John Wihbey (slides) picked up the conversation from there, offering some context regarding the media climate we are currently experiencing in his talk “Journalism, Fragmentation, and Digital Publics: The Democratic Role of News in an Age of Networks.” Wihbey described a lack of confidence in the press that, contrary to the prevailing narrative, predates the advent of cable news, but is perhaps at an apex today. Among the markers of this lack of confidence, people are increasingly skeptical of the press and they tend to trust their own news sources, according to Wihbey.

If part of the problem that leads to the spread of fake news is the proliferation of misinformation, it might be helpful to be able trace the way texts change over time and how one text might propagate into several others. This is the focus of in-progress work by David Smith and his colleagues Shaobin Xu and Ansel MacLaughlin, as discussed in Smith’s talk “Dubious Sources: Probabilistic Models of Text Cascades.” Smith, who is also a PI on the Viral Text Project, is studying information cascades in nineteenth-century newspapers, among other sources.
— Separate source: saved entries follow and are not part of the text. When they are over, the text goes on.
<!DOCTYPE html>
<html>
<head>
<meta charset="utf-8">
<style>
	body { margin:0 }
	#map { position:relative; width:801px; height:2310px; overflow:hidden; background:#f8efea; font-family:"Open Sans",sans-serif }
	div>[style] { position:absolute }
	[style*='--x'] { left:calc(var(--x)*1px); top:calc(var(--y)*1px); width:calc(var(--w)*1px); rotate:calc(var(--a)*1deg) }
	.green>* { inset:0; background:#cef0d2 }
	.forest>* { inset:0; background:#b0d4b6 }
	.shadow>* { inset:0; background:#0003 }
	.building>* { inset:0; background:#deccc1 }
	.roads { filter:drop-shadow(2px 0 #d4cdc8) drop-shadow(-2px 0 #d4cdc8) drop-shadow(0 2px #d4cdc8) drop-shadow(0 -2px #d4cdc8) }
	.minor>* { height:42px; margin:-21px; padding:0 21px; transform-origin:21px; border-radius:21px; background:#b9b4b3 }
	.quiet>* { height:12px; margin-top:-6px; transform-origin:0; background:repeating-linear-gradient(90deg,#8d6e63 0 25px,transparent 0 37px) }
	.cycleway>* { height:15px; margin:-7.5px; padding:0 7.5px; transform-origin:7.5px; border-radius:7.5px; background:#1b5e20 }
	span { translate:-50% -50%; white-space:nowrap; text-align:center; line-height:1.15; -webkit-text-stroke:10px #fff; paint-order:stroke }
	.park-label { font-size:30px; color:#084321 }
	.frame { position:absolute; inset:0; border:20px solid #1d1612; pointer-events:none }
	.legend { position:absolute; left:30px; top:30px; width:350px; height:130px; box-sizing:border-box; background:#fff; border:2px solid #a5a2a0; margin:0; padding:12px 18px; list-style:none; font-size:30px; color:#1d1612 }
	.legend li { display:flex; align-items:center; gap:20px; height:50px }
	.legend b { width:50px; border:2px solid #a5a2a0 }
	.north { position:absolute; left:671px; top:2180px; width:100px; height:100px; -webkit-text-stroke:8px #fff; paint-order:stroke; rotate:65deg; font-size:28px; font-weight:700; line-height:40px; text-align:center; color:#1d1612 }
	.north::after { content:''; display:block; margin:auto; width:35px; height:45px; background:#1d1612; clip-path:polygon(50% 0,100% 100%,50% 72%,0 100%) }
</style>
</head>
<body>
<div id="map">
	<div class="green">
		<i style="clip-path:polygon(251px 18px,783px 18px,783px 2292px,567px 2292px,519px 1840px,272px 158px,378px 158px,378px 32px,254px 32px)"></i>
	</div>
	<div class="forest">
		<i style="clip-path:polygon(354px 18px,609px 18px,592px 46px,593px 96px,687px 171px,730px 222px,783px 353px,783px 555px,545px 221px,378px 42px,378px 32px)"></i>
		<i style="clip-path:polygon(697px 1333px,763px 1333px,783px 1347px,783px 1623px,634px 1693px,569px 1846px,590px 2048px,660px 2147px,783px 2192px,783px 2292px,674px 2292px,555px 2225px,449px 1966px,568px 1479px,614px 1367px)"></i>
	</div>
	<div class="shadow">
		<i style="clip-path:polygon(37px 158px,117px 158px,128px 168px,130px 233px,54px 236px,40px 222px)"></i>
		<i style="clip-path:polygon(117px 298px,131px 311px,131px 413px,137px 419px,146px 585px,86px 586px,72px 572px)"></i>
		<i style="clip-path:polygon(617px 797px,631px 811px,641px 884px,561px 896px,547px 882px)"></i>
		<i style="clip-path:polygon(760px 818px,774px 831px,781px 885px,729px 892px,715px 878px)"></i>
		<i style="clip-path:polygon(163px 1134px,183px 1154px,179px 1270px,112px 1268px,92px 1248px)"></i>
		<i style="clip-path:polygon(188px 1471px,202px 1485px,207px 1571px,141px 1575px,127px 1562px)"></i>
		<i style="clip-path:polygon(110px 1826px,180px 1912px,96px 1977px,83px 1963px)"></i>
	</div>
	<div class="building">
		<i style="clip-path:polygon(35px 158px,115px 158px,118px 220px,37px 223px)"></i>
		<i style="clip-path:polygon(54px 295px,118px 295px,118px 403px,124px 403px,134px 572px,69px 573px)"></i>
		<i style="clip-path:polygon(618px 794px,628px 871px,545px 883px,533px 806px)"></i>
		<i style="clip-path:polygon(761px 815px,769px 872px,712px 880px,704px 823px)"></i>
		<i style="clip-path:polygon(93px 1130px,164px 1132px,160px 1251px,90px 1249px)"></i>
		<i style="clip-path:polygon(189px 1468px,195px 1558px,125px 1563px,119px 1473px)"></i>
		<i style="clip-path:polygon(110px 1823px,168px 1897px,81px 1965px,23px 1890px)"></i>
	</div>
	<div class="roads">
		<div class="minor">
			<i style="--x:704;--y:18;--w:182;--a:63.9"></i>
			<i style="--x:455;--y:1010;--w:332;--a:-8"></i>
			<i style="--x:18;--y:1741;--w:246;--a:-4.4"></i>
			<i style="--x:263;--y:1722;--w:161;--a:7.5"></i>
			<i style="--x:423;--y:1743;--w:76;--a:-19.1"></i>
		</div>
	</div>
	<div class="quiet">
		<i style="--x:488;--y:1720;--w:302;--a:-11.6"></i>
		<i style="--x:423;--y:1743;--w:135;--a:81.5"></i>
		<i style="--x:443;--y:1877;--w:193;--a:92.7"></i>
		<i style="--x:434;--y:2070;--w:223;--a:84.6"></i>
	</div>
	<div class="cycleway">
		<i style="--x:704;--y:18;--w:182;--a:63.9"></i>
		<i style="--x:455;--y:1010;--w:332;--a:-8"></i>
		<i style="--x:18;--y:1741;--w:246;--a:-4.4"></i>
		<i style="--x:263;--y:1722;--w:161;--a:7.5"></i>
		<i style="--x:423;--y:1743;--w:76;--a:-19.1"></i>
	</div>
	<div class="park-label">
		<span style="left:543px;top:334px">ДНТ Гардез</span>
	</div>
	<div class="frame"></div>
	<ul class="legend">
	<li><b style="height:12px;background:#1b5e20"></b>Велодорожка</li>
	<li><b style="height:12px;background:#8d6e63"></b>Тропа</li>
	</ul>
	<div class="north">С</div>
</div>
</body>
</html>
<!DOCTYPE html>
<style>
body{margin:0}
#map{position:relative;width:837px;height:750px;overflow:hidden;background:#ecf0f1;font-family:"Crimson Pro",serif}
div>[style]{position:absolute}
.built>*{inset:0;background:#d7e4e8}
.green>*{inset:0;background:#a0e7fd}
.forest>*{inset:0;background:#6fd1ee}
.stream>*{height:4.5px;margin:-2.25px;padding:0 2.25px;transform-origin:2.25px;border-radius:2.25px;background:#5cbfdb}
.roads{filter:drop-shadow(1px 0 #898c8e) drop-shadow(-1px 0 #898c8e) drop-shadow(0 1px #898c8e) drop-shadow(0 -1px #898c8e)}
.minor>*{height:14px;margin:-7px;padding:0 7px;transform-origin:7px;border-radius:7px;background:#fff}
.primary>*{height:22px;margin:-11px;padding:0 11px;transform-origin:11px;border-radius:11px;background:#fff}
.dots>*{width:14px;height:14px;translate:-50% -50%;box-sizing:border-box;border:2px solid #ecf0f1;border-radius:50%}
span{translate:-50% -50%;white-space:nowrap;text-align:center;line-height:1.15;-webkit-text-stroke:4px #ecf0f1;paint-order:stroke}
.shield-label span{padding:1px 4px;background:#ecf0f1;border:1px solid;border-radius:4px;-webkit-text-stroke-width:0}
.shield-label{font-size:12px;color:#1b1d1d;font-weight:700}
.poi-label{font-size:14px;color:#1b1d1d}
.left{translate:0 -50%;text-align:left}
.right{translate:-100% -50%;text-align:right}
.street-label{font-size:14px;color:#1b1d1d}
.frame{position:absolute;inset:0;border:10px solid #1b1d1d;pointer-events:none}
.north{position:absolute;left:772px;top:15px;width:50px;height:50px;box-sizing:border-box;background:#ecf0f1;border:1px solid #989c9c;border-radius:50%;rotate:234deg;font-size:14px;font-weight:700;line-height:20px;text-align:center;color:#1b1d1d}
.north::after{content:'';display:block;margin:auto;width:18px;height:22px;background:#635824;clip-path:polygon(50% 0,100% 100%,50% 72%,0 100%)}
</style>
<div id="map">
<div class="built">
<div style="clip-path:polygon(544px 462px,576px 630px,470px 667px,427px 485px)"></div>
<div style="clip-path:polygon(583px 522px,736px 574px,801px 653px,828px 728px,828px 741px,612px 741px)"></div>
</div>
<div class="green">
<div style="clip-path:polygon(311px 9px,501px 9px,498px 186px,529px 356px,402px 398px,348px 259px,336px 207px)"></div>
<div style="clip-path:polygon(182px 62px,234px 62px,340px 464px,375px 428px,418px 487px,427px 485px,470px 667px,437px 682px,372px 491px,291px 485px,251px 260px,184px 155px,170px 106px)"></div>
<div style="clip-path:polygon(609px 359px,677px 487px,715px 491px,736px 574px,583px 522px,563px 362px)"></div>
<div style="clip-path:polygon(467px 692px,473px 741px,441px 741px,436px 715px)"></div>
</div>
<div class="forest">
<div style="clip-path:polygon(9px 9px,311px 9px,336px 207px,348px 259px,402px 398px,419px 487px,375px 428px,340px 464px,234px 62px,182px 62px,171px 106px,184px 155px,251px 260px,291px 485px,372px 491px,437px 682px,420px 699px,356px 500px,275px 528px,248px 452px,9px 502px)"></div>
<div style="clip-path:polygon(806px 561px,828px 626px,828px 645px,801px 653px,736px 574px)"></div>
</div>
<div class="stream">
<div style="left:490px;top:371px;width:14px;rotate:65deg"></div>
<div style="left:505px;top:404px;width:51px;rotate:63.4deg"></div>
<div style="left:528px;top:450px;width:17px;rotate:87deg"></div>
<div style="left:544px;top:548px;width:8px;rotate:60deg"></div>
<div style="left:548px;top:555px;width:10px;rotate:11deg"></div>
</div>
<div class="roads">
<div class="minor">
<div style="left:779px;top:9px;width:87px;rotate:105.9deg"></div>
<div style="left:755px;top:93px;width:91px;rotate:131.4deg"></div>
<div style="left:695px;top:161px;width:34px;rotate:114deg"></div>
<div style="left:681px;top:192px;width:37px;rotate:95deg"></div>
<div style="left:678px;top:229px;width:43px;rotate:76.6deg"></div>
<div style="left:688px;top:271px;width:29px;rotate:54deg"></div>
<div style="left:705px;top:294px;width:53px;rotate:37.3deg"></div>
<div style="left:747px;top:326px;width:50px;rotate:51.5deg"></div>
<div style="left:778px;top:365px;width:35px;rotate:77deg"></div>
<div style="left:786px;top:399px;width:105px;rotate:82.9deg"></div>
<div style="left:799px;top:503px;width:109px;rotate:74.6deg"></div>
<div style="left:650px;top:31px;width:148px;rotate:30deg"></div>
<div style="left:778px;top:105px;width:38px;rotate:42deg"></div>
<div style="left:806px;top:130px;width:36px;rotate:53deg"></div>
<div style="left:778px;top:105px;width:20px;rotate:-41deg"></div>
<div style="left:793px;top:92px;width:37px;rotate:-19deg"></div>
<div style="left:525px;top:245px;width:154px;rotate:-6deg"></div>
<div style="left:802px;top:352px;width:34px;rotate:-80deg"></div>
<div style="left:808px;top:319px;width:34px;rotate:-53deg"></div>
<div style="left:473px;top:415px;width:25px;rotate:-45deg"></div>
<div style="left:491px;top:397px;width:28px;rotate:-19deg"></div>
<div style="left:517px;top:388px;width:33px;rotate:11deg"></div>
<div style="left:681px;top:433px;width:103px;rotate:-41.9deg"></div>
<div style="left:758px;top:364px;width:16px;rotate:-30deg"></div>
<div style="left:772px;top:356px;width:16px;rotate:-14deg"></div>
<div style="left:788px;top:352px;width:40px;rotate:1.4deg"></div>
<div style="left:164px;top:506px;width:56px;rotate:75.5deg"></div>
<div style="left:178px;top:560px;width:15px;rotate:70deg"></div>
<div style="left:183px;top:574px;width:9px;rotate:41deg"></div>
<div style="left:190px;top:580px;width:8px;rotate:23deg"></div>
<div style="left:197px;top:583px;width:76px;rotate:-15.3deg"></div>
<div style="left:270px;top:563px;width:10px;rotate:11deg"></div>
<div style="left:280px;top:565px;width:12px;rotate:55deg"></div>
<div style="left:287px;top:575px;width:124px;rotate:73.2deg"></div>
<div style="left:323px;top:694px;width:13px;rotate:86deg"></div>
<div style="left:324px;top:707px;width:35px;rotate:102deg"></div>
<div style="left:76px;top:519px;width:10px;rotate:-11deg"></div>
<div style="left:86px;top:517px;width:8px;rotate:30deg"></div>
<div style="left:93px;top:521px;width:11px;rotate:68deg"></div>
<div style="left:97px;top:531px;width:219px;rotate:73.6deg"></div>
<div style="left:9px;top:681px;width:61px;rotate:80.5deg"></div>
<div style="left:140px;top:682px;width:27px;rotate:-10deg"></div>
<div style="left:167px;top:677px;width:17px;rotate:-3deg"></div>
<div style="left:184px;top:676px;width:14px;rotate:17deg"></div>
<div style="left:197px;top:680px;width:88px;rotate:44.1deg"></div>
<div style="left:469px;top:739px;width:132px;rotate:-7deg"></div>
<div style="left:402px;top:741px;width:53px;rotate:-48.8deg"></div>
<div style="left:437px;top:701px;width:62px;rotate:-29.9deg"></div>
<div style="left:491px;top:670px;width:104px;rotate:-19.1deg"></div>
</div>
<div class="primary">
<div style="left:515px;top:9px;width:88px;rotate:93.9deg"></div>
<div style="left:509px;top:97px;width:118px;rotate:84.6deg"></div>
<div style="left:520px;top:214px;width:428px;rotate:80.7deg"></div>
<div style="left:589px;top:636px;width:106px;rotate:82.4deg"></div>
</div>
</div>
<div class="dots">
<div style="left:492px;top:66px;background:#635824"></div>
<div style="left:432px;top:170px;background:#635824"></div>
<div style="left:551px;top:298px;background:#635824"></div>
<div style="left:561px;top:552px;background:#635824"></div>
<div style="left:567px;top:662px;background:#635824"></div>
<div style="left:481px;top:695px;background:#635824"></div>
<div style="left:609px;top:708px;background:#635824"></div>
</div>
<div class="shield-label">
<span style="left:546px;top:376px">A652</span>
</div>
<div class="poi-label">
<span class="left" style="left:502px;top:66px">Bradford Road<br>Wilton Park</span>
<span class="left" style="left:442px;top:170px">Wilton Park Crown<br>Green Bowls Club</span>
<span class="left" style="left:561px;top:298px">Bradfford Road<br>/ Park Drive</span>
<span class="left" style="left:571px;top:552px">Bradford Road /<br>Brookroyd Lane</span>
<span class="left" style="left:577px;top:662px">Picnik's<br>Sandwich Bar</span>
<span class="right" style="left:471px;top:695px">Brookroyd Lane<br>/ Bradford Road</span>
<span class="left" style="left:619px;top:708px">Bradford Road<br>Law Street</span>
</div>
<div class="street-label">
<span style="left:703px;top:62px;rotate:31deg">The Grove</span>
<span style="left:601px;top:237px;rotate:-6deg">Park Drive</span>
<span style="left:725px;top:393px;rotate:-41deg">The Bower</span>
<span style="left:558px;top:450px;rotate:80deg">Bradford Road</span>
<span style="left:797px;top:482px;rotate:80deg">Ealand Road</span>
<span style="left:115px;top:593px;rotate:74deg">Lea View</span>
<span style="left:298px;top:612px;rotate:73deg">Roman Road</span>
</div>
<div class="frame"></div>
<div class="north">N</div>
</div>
Finally, Smith’s colleague on the Viral Text Project, Ryan Cordell, rounded out the discussion with a historical perspective on fake news in his talk, “A Pre-History of Fake News.” Cordell looks back to the nineteenth newspaper hoax as perhaps one precursor to fake news from the time, as Cordell says, before the professionalization of journalism. He further complicates the question, however, by introducing the vignette, another popular nineteenth-century newspaper genre that exists in the space between fact and fiction, as shown via computational classification work conducted by the Viral Texts team. Ultimately, Cordell says, when talking about fake news we must recognize the power of emotional truths in shaping how we perceive what is real or fake.